Name: Michael Zhang
Contact Info: 832-726-2026
Date: 6/3/2024
A minority of large donors have always had a disproportionate influence on the Houston elections. For example, the current mayor of Houston, John Whitmire, held a huge advantage during the recent mayoral race with his “war chest” campaign funding. With $9 million dollars from donations, his funding pool was 30 times the size of any of his competitors in the Houston mayoral race.
This trend doesn’t end with Whitmire either. Various incumbent Houston city council members, judges, and elected constables all have records showing large donations from mysterious, and often out-of-state donors. Yet little information exists online about who these donors are, and more importantly, what their motivations are to funding local Houston politicians.
Records: The data for this project comes from The City of Houston Open Data, which is updated and maintained by the City Secretary’s Office. The excel sheet lists a detailed history of campaign finance transactions, containing candidates, transaction amounts, and donor information from 2007-2019.
Using the records, we can hopefully shed some more light on the background and motivation of these local “big hitter” campaign donors. While the sheet has lacked sufficient upkeep, with its most recent update being in 2019, many listed in the document are currently in some kind of local political office. It would be interesting to see an expansive story on where these city politicans get all their campaign money, and how it could influence their policy decisions.
Non-Houstonian Donors often contributed large sums of money to the current political incumbent campaings. While some could be just friends of the politicians, a significant portion of the donors held high corporate positions or were some kind of investor.

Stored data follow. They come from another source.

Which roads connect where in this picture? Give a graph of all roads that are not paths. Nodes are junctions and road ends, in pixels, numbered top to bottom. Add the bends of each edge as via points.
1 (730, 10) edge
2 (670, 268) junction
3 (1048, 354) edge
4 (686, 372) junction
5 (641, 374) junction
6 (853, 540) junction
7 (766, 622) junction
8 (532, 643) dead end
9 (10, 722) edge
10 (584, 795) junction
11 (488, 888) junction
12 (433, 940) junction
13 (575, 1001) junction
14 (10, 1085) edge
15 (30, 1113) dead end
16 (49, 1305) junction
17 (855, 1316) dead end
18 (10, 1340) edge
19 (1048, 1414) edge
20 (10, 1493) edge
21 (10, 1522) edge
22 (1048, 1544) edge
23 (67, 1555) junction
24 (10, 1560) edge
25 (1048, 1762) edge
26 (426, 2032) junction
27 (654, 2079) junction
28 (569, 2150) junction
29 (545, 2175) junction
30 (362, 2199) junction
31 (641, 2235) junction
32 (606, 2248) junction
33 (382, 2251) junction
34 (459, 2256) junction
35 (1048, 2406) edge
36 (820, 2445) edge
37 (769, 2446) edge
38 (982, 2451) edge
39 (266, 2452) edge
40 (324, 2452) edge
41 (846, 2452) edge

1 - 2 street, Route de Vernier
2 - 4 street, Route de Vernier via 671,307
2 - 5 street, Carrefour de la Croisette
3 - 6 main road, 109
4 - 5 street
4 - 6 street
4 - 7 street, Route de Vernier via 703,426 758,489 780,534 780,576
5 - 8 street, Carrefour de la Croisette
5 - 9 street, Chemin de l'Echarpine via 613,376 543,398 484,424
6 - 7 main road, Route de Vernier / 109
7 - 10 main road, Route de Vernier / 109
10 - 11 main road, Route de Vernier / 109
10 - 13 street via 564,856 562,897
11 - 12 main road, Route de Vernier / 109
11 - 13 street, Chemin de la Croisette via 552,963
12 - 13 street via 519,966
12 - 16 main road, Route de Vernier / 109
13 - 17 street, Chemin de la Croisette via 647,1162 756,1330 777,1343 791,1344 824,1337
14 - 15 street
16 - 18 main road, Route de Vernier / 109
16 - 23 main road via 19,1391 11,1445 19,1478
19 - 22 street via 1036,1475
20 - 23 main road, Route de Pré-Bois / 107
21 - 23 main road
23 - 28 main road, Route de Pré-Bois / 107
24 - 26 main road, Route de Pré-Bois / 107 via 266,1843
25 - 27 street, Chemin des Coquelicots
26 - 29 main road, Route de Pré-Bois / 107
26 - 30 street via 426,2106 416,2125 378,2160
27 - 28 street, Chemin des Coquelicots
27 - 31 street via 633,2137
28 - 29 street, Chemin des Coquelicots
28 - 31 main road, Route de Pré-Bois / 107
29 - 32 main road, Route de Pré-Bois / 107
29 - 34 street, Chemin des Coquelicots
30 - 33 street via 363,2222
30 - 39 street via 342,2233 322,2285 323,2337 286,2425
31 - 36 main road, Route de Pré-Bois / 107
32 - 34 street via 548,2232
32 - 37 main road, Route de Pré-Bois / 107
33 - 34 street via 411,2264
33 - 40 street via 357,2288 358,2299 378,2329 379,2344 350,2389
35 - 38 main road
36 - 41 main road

There were also a large number of non Houstonian real estate developers, it would be worth looking into whether some of these incumbents were unfairly proportioning out contracts to developers which donated to their campaigns
Another story worth pursuing would be covering the lack of transparency for this data. The excel sheet I retrieved was not updated properly, and when I called the City of Houston Secretary’s Office, they didn’t even know the database listed on their website existed. Further, the website was being run by a contracted data company, with how badly this company is doing its job, it would be worthwhile to see how much the government pays this company for its badly kept data.
installing basic packages if needed
#install.packages("openxlsx")
#install.packages("tidyverse")
#install.packages("rio")
#install.packages("janitor")
#install.packages("dplyr")
#install.packages("scales")
library(tidyverse)
## ── Attaching core tidyverse packages ──────────────────────── tidyverse 2.0.0 ──
## ✔ dplyr 1.1.4 ✔ readr 2.1.5
## ✔ forcats 1.0.0 ✔ stringr 1.5.1
## ✔ ggplot2 3.5.0 ✔ tibble 3.2.1
## ✔ lubridate 1.9.3 ✔ tidyr 1.3.1
## ✔ purrr 1.0.2
## ── Conflicts ────────────────────────────────────────── tidyverse_conflicts() ──
## ✖ dplyr::filter() masks stats::filter()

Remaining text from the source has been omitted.